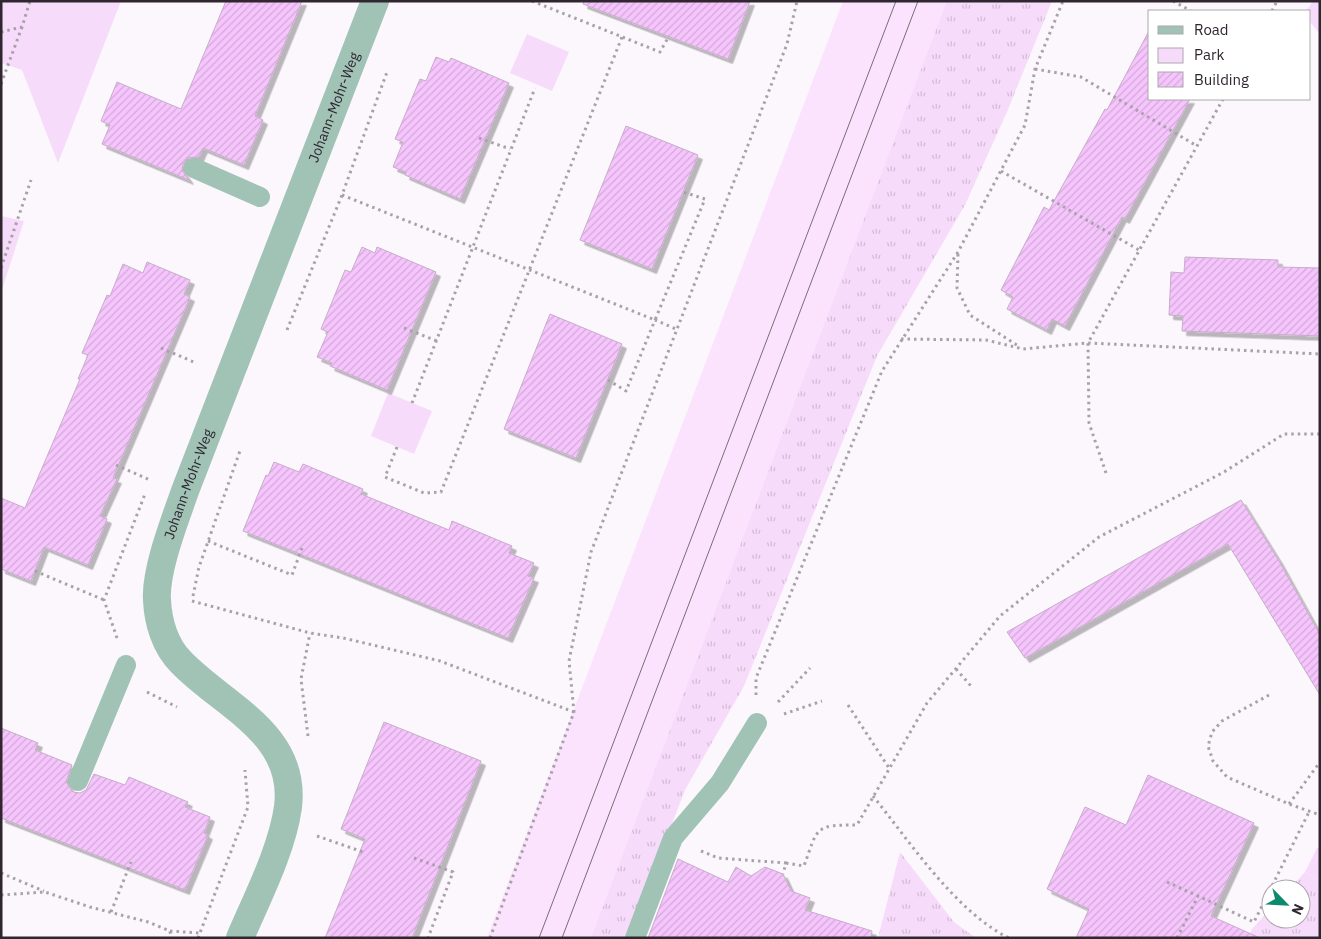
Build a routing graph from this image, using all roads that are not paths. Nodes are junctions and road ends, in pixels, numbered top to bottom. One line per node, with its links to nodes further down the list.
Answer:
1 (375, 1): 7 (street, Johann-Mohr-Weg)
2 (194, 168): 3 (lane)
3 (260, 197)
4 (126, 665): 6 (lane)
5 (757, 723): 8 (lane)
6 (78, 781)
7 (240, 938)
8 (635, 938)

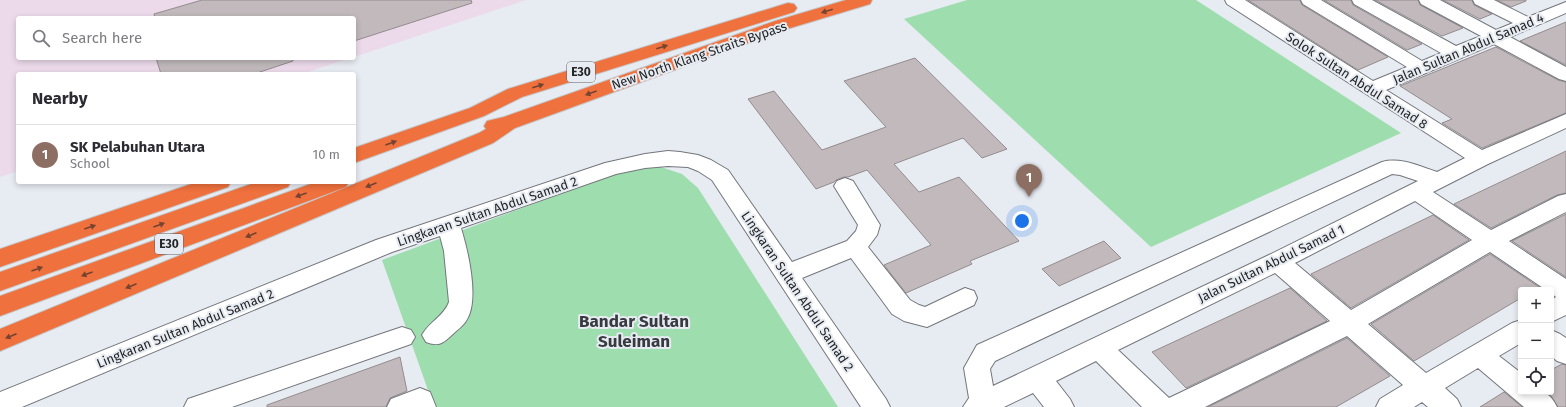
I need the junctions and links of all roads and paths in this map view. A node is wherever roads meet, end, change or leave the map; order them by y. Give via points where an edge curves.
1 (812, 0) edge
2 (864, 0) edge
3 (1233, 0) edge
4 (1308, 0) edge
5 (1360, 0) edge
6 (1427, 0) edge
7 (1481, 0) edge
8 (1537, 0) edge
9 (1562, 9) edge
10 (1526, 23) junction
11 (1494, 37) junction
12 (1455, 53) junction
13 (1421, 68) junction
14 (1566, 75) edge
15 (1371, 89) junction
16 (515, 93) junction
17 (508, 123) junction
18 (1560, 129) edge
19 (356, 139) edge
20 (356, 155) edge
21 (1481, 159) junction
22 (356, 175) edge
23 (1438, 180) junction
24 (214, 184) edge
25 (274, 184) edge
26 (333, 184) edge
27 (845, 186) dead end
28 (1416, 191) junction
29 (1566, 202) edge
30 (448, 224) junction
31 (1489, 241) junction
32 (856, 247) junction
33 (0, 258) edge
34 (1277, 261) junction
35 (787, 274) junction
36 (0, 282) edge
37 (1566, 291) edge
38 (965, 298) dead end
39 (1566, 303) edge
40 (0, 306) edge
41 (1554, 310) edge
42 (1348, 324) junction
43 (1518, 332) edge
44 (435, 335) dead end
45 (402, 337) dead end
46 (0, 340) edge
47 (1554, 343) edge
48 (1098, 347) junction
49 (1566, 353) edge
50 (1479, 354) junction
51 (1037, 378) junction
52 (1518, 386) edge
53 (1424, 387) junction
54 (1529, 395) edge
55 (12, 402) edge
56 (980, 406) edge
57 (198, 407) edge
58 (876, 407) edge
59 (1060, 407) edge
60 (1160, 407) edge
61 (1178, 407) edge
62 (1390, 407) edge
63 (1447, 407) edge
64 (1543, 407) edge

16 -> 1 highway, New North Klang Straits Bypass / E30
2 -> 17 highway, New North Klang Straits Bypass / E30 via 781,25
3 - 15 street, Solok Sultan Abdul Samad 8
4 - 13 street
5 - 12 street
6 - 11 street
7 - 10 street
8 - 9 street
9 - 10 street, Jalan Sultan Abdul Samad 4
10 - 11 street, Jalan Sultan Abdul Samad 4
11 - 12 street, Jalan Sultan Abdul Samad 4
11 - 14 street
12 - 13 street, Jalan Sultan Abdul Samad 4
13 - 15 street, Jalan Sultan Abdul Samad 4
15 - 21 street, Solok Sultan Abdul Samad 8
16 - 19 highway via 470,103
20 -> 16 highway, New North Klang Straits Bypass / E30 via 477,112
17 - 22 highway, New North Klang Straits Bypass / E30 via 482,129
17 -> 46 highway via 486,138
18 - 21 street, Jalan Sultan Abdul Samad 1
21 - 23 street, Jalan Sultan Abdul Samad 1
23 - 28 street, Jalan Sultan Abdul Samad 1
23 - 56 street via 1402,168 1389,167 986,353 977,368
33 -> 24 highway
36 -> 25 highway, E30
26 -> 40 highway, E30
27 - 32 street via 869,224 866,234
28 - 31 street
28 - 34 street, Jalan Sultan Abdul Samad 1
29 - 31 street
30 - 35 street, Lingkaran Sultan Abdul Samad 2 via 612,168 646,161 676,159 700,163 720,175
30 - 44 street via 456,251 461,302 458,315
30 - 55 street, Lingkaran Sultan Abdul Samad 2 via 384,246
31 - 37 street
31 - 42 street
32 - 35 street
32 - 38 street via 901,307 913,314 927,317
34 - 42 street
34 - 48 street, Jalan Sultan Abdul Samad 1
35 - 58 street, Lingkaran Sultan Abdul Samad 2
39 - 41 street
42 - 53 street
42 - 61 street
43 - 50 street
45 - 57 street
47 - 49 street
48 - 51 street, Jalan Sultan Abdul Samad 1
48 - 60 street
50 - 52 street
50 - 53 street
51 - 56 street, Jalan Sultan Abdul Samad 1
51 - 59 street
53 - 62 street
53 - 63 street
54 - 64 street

==*==

*Task to carry out:*
How many lines in the entries contain the string "Solok"? Answer with the number only.

*Solution to this task:*
2